__YOUR INSTRUCTIONS__
Beginning with the line that mentions "middle tip: (186, 213)", reproduce every line through the last line of the entries, exactly, and only those.
DATA FOR PROCESSING START
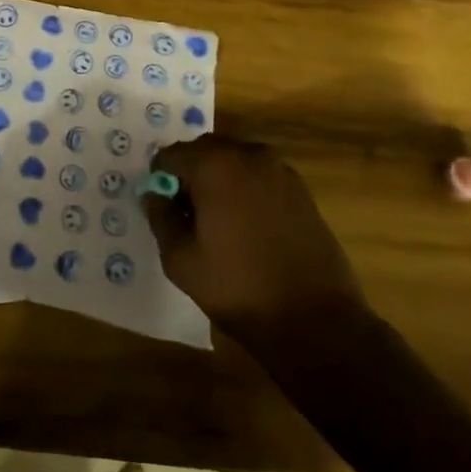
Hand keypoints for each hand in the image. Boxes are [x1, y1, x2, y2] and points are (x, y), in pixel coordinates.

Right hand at [144, 135, 370, 357]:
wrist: (316, 321)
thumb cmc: (239, 289)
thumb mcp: (181, 261)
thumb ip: (161, 218)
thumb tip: (154, 195)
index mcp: (215, 166)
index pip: (171, 155)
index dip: (160, 179)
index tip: (162, 207)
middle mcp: (248, 155)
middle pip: (205, 150)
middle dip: (190, 173)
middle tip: (186, 213)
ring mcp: (280, 170)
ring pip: (235, 160)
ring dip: (219, 178)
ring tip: (218, 220)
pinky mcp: (301, 190)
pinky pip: (260, 175)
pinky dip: (246, 188)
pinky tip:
DATA FOR PROCESSING END
__REPLY__
middle tip: (186, 213)
ring mcp: (280, 170)
ring pip: (235, 160)
ring dip: (219, 178)
ring tip: (218, 220)
pinky mcp: (301, 190)
pinky pip: (260, 175)
pinky dip: (246, 188)
pinky tip:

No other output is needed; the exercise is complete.